Tampoco han sucedido las predicciones cataclísmicas de los opositores al TLC. No se han robado todos los recursos naturales, ni ha desaparecido la Caja. Pero sí es cierto que la distribución del ingreso se ha deteriorado y la situación de pobreza de muchas familias no ha mejorado.

Está claro que el TLC no ha sido, ni puede ser, la panacea. Un tratado, por sí solo, no resuelve todos los problemas económicos, sociales o políticos de un país. Tampoco es el causante de todos sus males. Es una pieza más dentro del conjunto de decisiones que se toman, y que determinan un resultado final. Por eso, más que volver a recordar las viejas discusiones del “sí” y del “no”, deberíamos enfocarnos en analizar el conjunto de decisiones que toma el país.

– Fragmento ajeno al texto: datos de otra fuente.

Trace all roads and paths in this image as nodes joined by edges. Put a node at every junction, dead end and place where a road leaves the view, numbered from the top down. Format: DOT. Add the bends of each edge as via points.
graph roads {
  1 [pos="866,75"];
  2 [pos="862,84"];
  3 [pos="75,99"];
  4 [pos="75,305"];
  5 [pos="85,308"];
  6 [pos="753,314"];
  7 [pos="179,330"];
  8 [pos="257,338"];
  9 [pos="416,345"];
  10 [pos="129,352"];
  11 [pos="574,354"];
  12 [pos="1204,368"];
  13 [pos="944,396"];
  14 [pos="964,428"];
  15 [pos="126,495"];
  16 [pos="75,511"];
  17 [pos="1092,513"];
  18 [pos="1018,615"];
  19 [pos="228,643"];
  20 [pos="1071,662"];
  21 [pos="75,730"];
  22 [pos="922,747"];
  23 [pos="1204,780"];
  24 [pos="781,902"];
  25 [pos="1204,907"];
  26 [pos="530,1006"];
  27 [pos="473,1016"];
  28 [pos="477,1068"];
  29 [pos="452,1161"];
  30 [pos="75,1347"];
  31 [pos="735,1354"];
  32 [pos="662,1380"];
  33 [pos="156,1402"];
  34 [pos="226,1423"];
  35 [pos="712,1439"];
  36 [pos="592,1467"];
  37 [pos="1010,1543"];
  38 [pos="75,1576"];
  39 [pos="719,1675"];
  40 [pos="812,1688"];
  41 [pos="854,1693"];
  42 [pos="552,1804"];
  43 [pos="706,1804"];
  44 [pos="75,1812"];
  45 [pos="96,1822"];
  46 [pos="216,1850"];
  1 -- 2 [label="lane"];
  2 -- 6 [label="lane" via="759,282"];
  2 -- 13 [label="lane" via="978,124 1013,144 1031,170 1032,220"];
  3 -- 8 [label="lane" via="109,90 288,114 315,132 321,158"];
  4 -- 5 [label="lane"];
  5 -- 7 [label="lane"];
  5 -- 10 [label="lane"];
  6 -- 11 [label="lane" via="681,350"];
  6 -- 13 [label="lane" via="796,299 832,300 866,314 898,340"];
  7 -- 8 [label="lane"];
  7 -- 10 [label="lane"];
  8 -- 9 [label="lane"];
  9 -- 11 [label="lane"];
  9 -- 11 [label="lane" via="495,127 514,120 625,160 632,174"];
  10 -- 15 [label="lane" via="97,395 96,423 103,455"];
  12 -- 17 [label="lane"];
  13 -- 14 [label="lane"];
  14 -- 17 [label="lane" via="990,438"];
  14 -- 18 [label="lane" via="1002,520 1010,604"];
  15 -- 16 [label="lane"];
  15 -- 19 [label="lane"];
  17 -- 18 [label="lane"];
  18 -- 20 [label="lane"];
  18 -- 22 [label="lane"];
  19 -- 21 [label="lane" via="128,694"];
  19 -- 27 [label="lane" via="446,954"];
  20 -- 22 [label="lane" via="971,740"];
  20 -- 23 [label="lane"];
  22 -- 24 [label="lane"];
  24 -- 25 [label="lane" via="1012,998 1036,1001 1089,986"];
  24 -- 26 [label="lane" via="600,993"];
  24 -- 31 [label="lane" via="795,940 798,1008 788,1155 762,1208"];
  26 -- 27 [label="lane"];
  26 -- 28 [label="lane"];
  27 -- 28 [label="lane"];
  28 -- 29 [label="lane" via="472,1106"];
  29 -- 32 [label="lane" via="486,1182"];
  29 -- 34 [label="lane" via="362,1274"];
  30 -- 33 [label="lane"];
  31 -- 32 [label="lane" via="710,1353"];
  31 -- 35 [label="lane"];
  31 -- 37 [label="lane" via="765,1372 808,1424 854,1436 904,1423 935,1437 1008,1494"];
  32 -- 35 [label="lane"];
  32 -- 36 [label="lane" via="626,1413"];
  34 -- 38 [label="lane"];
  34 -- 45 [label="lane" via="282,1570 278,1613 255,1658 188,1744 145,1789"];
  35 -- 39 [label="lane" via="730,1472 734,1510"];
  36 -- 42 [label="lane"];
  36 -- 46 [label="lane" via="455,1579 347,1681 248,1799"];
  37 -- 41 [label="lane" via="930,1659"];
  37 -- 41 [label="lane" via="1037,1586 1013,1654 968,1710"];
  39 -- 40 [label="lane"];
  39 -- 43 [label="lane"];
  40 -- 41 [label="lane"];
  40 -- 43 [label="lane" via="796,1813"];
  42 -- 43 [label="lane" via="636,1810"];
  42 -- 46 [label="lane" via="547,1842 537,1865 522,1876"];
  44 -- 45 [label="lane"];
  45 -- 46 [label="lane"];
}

Desde hace ya unos 30 años la apuesta de Costa Rica ha sido crecer a través de una mayor inserción en la economía mundial. Para ello, la producción nacional se abrió a la competencia internacional. Eso obliga a todos (trabajadores y empresarios) a competir fuera (exportando) y dentro (importando). Para ello hay que ser mucho más eficientes en el uso de los recursos disponibles. Los empresarios deben actualizarse constantemente. Los trabajadores deben capacitarse y reentrenarse.

Pero, como todo nos gusta hacerlo “a la tica”, decidimos cambiar parcialmente la estrategia y hacer la apertura muy despacio. Esto, para ayudar a algunos sectores considerados como vulnerables a esa competencia “salvaje” mundial. De ahí que se postergara por muchos años la apertura de las telecomunicaciones, de los seguros y de algunos productos agropecuarios.

También se decidió no modernizar el Estado. Este sigue siendo ajeno a los criterios de eficiencia y eficacia. Mientras los ciudadanos nos vemos obligados a medir con mucho cuidado cada cinco que gastamos, el Estado sigue desperdiciando recursos. Al empleado público no se le exige tanto como al privado, pero se le paga más. La rendición de cuentas es nula, por lo que existe un divorcio entre lo que hace el Estado y lo que los ciudadanos requerimos para poder cumplir con las exigencias del mundo globalizado. Nos tiramos al ruedo, y el Estado se quedó viendo los toros desde la barrera.